No Memory? No Problem. External Aggregation in DuckDB

Author Avatar
Laurens Kuiper2024-03-29

TL;DR: Since the 0.9.0 release, DuckDB’s fully parallel aggregate hash table can efficiently aggregate over many more groups than fit in memory.

Most grouped aggregation queries yield just a few output rows. For example, “How many flights departed from each European capital in the past ten years?” yields one row per European capital, even if the table containing all the flight information has millions of rows. This is not always the case, as “How many orders did each customer place in the past ten years?” yields one row per customer, which could be millions, which significantly increases the memory consumption of the query. However, even if the aggregation does not fit in memory, DuckDB can still complete the query.

Not interested in the implementation? Jump straight to the experiments!

Introduction

Around two years ago, we published our first blog post on DuckDB’s hash aggregation, titled “Parallel Grouped Aggregation in DuckDB”. So why are we writing another blog post now?

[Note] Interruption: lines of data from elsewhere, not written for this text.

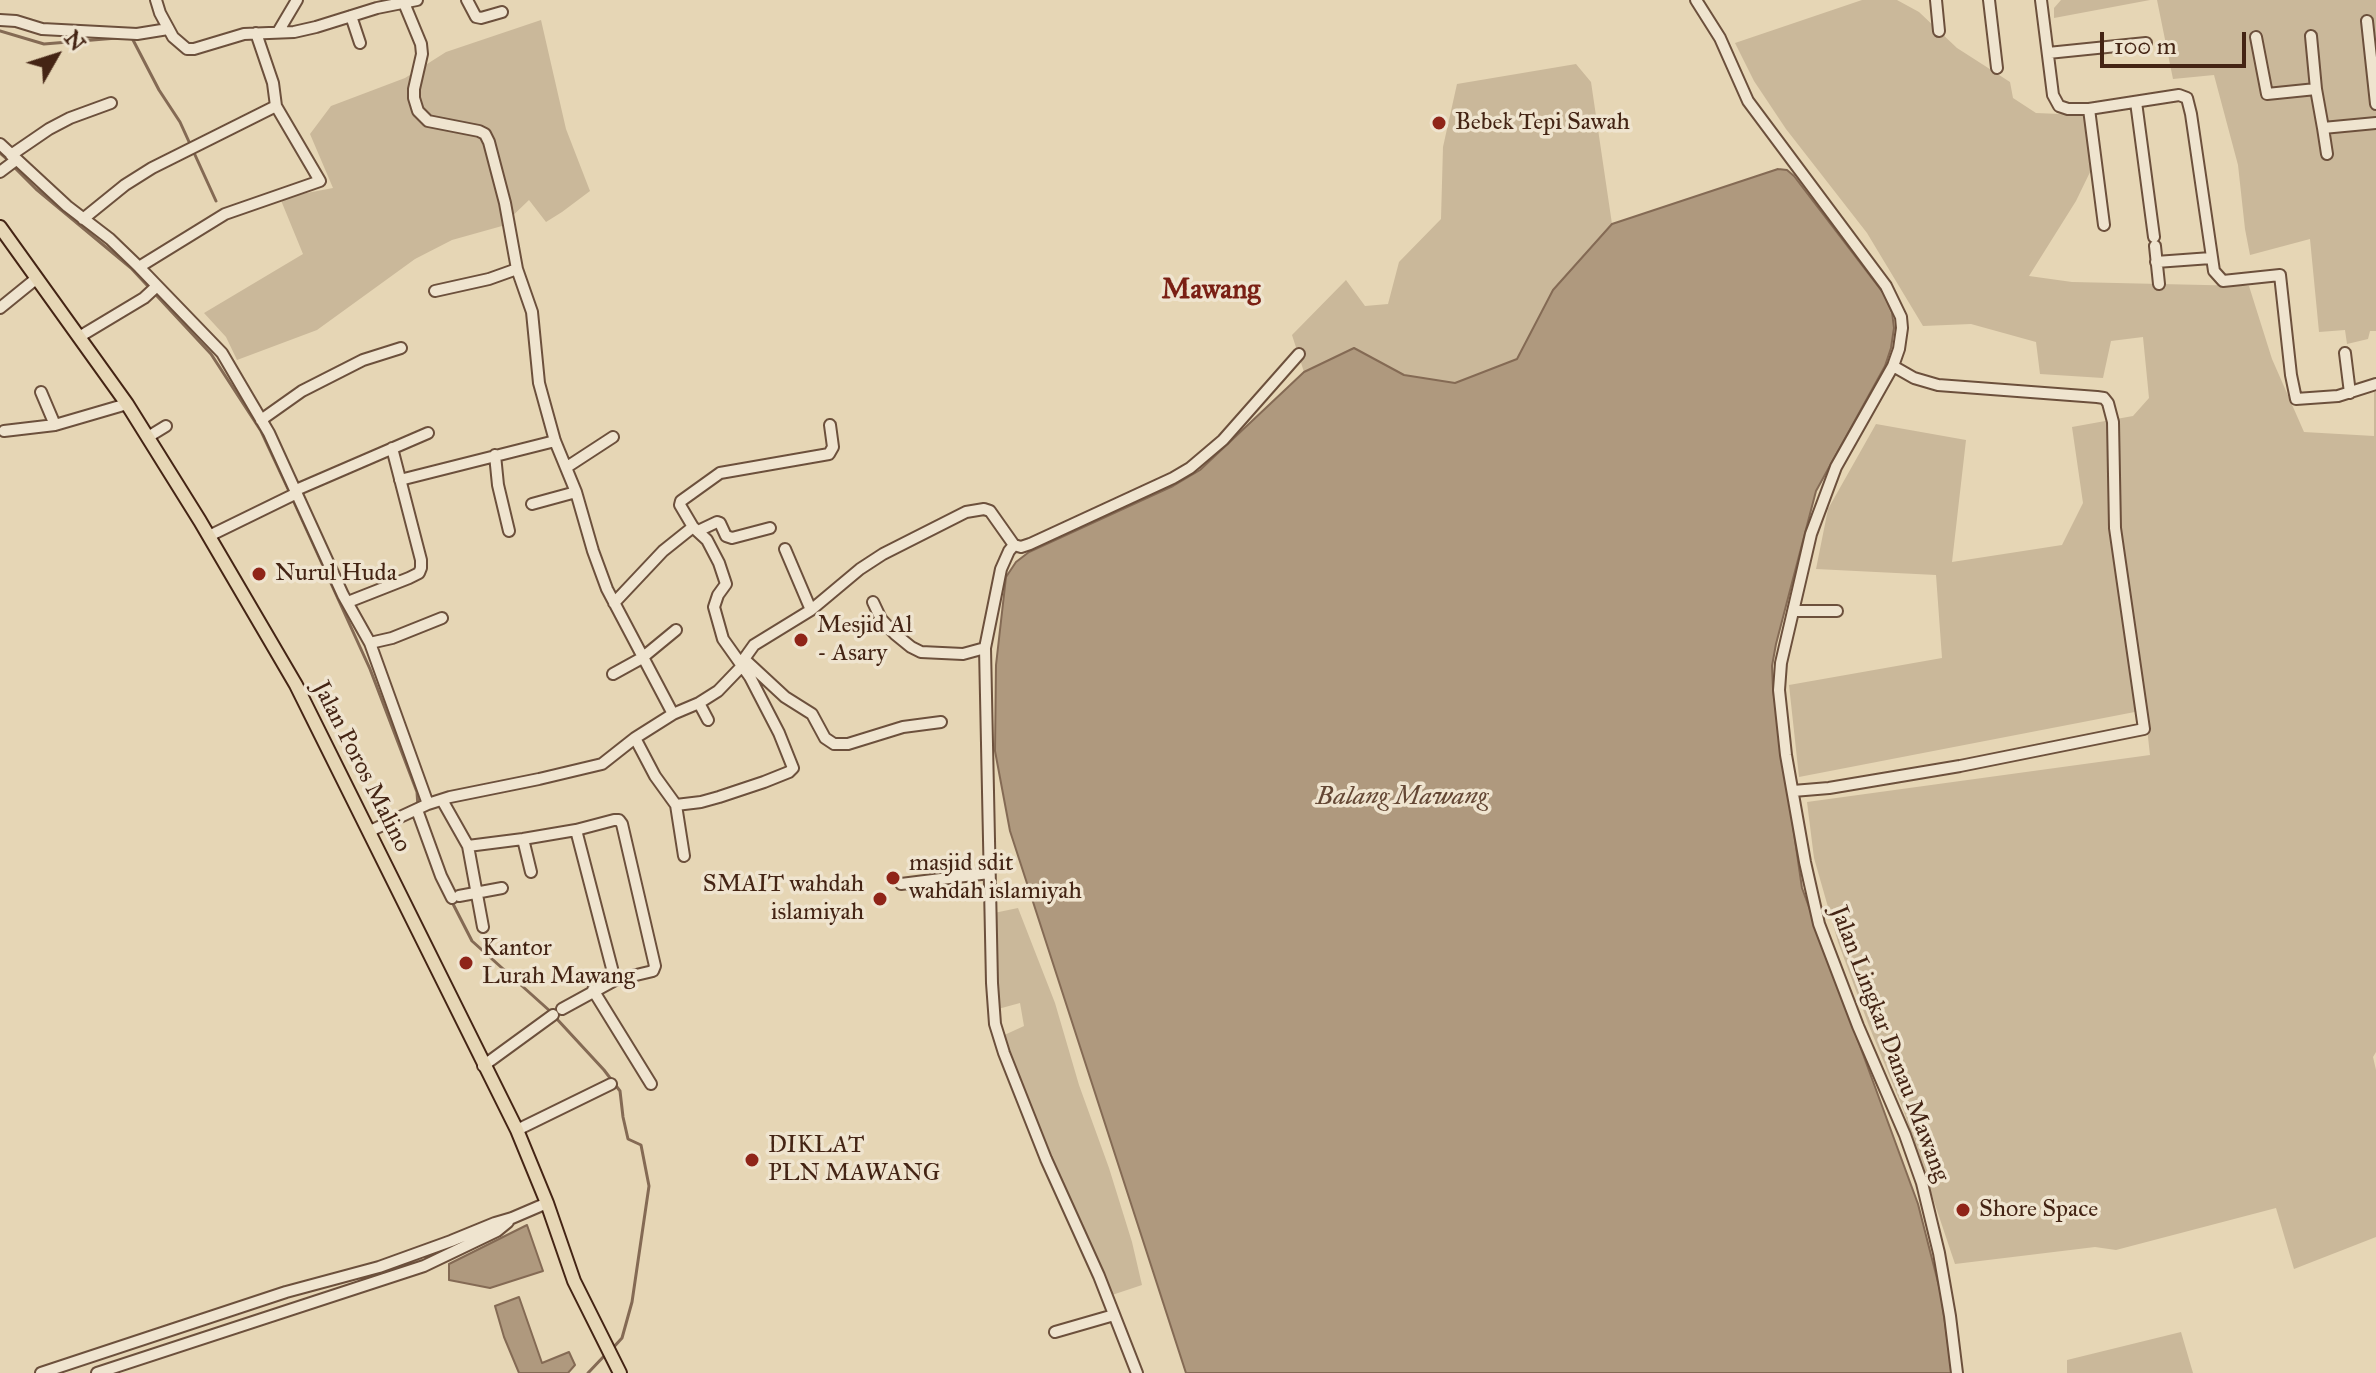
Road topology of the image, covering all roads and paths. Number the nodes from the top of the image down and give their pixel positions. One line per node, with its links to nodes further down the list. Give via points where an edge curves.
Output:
1 (156, 0): 13 (street)
2 (297, 0): 15 (street)
3 (467, 0): 9 (street, via 476,17)
4 (1696, 0): 51 (street, Jalan Lingkar Danau Mawang, via 1748,101 1892,296 1902,328)
5 (1936, 0): 14 (street)
6 (1989, 0): 22 (street)
7 (2041, 0): 21 (street)
8 (409, 1): 10 (street); 41 (street, via 422,54 414,89 418,111 428,121 485,134)
9 (502, 12)
10 (351, 16): 15 (street); 19 (street)
11 (0, 20): 13 (street, via 42,29 137,34)
12 (2367, 21): 26 (street)
13 (168, 29): 16 (street, via 187,49)
14 (1939, 31)
15 (278, 32): 16 (street)
16 (256, 33): 27 (street)
17 (2311, 36): 23 (street)
18 (2256, 37): 23 (street, via 2267,94)
19 (360, 43)
20 (2146, 43): 21 (street)
21 (2048, 53): 28 (street, via 2056,103)
22 (1997, 68)
23 (2316, 89): 30 (street)
24 (2136, 102): 28 (street); 38 (street, via 2187,98); 39 (street)
25 (111, 103): 33 (street, via 70,118)
26 (2376, 104)
27 (276, 106): 35 (street, via 152,168); 40 (street, via 320,181 225,214)
28 (2089, 109): 36 (street)
29 (2376, 123): 30 (street)
30 (2323, 128): 32 (street)
31 (0, 144): 33 (street)
32 (2327, 154)
33 (14, 158): 34 (street); 35 (street)
34 (0, 172)
35 (83, 219): 40 (street)
36 (2104, 225)
37 (0, 227): 42 (main road, Jalan Poros Malino)
38 (2211, 258): 39 (street); 54 (street, via 2223,281 2280,275 2296,399)
39 (2156, 262): 43 (street)
40 (139, 267): 44 (street)
41 (517, 269): 45 (street); 64 (street, via 532,312 539,383)
42 (37, 278): 46 (street); 47 (main road, Jalan Poros Malino)
43 (2159, 284)
44 (156, 288): 47 (street); 56 (street, via 222,353)
45 (435, 291)
46 (0, 308)
47 (79, 337): 55 (main road, Jalan Poros Malino)
48 (401, 348): 56 (street, via 363,360 302,391)
49 (2345, 353): 54 (street)
50 (1299, 354): 76 (street, via 1223,440 1190,468 1030,544)
51 (1893, 366): 82 (street, Jalan Lingkar Danau Mawang, via 1836,467 1811,534); 96 (street, via 1938,385 2097,397 2108,403 2115,528 2144,729 1960,766)
52 (2376, 384): 54 (street)
53 (41, 392): 57 (street)
54 (2350, 393)
55 (127, 404): 57 (street); 62 (main road, Jalan Poros Malino)
56 (261, 420): 69 (street)
57 (55, 425): 60 (street)
58 (830, 425): 73 (street, via 829,454 731,470 708,480 680,505)
59 (166, 426): 62 (street)
60 (4, 431)
61 (428, 433): 65 (street)
62 (148, 437): 75 (main road, Jalan Poros Malino)
63 (613, 437): 67 (street)
64 (555, 441): 66 (street); 67 (street)
65 (392, 448): 68 (street); 69 (street)
66 (495, 455): 68 (street); 74 (street)
67 (567, 467): 70 (street)
68 (400, 480): 78 (street, via 421,560 419,573)
69 (296, 492): 75 (street); 78 (street)
70 (576, 492): 71 (street); 80 (street)
71 (532, 504)
72 (770, 528): 73 (street, via 732,538 717,522)
73 (696, 529): 80 (street, via 663,551); 89 (street, via 725,579 714,607 723,639)
74 (509, 531)
75 (209, 536): 101 (main road, Jalan Poros Malino, via 296,685)
76 (1014, 545): 81 (street, via 990,511 966,512 883,554); 87 (street, via 1001,569)
77 (785, 549): 81 (street)
78 (348, 602): 86 (street)
79 (873, 602): 87 (street, via 895,634 921,652 963,654)
80 (614, 603): 88 (street)
81 (811, 610): 89 (street, via 762,639)
82 (1793, 611): 83 (street); 96 (street, Jalan Lingkar Danau Mawang, via 1779,690)
83 (1837, 611)
84 (442, 618): 86 (street)
85 (676, 630): 88 (street)
86 (370, 643): 99 (street)
87 (985, 648): 106 (street)
88 (642, 658): 90 (street); 92 (street)
89 (743, 663): 91 (street); 94 (street, via 812,714 834,744); 98 (street, via 793,768 719,797)
90 (613, 674)
91 (699, 703): 92 (street); 93 (street)
92 (673, 714): 95 (street)
93 (708, 720)
94 (941, 722)
95 (635, 738): 97 (street, via 602,764); 98 (street)
96 (1793, 791): 125 (street, Jalan Lingkar Danau Mawang, via 1819,924 1922,1183)
97 (442, 800): 99 (street); 103 (street)
98 (676, 805): 104 (street)
99 (422, 808): 101 (street); 109 (street, via 441,876 455,897)
100 (576, 830): 102 (street); 111 (street); 111 (street, via 617,820 625,832 655,966 648,973)
101 (370, 831): 113 (main road, Jalan Poros Malino)
102 (523, 839): 103 (street); 105 (street)
103 (468, 846): 109 (street)
104 (684, 856)
105 (531, 872)
106 (989, 873): 107 (street); 119 (street, via 995,1024)
107 (901, 884)
108 (502, 888): 109 (street)
109 (477, 892): 110 (street)
110 (483, 927)
111 (615, 980): 112 (street)
112 (593, 990): 113 (street); 115 (street)
113 (483, 1066): 116 (main road, Jalan Poros Malino)
114 (611, 1084): 116 (street)
115 (651, 1084)
116 (517, 1130): 117 (main road, Jalan Poros Malino)
117 (547, 1203): 118 (street); 121 (main road, Jalan Poros Malino, via 574,1281)
118 (512, 1218): 122 (street, via 379,1267); 123 (street, via 497,1231 424,1266)
119 (1114, 1315): 120 (street); 124 (street)
120 (1055, 1332)
121 (617, 1369)
122 (41, 1373)
123 (97, 1373)
124 (1137, 1373)
125 (1957, 1373)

Unlike most database systems, which are servers, DuckDB is used in all kinds of environments, which may not have much memory. However, some database queries, like aggregations with many unique groups, require a lot of memory. The laptop I am writing this on has 16 GB of RAM. What if a query needs 20 GB? If this happens:

Out of Memory Error: could not allocate block of size X (Y/Z used)

The query is aborted. Sadly, we can’t download more RAM. But luckily, this laptop also has a fast SSD with 1 TB of storage. In many cases, we don’t need all 20 GB of data to be in memory simultaneously, and we can temporarily place some data in storage. If we load it back whenever needed, we can still complete the query. We must be careful to use storage sparingly because despite modern SSDs being fast, they are still much slower than memory.

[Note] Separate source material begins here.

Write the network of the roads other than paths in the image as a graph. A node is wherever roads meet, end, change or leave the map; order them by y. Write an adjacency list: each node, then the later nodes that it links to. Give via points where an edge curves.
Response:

In a nutshell, that’s what this post is about. Since the 0.9.0 release, DuckDB’s hash aggregation can process more unique groups than fit in memory by offloading data to storage. In this post, we’ll explain how this works. If you want to know what hash aggregation is, how hash collisions are resolved, or how DuckDB’s hash table is structured, check out our first blog post on hash aggregation.

Memory Management

Most database systems store persistent data on “pages”. Upon request, these pages can be read from the database file in storage, put into memory, and written back again if necessary. The common wisdom is to make all pages the same size: This allows pages to be swapped and avoids fragmentation in memory and storage. When the database is started, a portion of memory is allocated and reserved for these pages, called the “buffer pool”. The database component that is responsible for managing the buffer pool is aptly called the “buffer manager”.

The remaining memory is reserved for short-lived, i.e., temporary, memory allocations, such as hash tables for aggregation. These allocations are done differently, which is good because if there are many unique groups, hash tables may need to be very large, so we wouldn’t have been able to use the fixed-size pages for that anyway. If we have more temporary data than fits in memory, operators like aggregation have to decide when to selectively write data to a temporary file in storage.

… At least, that’s the traditional way of doing things. This made little sense for DuckDB. Why should we manage persistent and temporary data so differently? The difference is that persistent data should be persisted, and temporary data should not. Why can’t a buffer manager manage both?

DuckDB’s buffer manager is not traditional. Most persistent and temporary data is stored on fixed-size pages and managed by the buffer manager. The buffer manager tries to make the best use of your memory. That means we don’t reserve a portion of memory for a buffer pool. This allows DuckDB to use all memory for persistent data, not just a portion if that’s what’s best for your workload. If you’re doing large aggregations that need a lot of memory, DuckDB can evict the persistent data from memory to free up space for a large hash table.

Because DuckDB’s buffer manager manages all memory, both persistent and temporary data, it is much better at choosing when to write temporary data to storage than operators like aggregation could ever be. Leaving the responsibility of offloading to the buffer manager also saves us the effort of implementing reading and writing data to a temporary file in every operator that needs to process data that does not fit in memory.

Why don’t buffer managers in other database systems manage temporary data? There are two problems: Memory Fragmentation and Invalid References.

Memory Fragmentation

Hash tables and other data structures used in query operators don’t exactly have a fixed size like the pages used for persistent data. We also don’t want to have a lot of pages with variable sizes floating around in memory alongside the pages with a fixed size, as this would cause memory fragmentation.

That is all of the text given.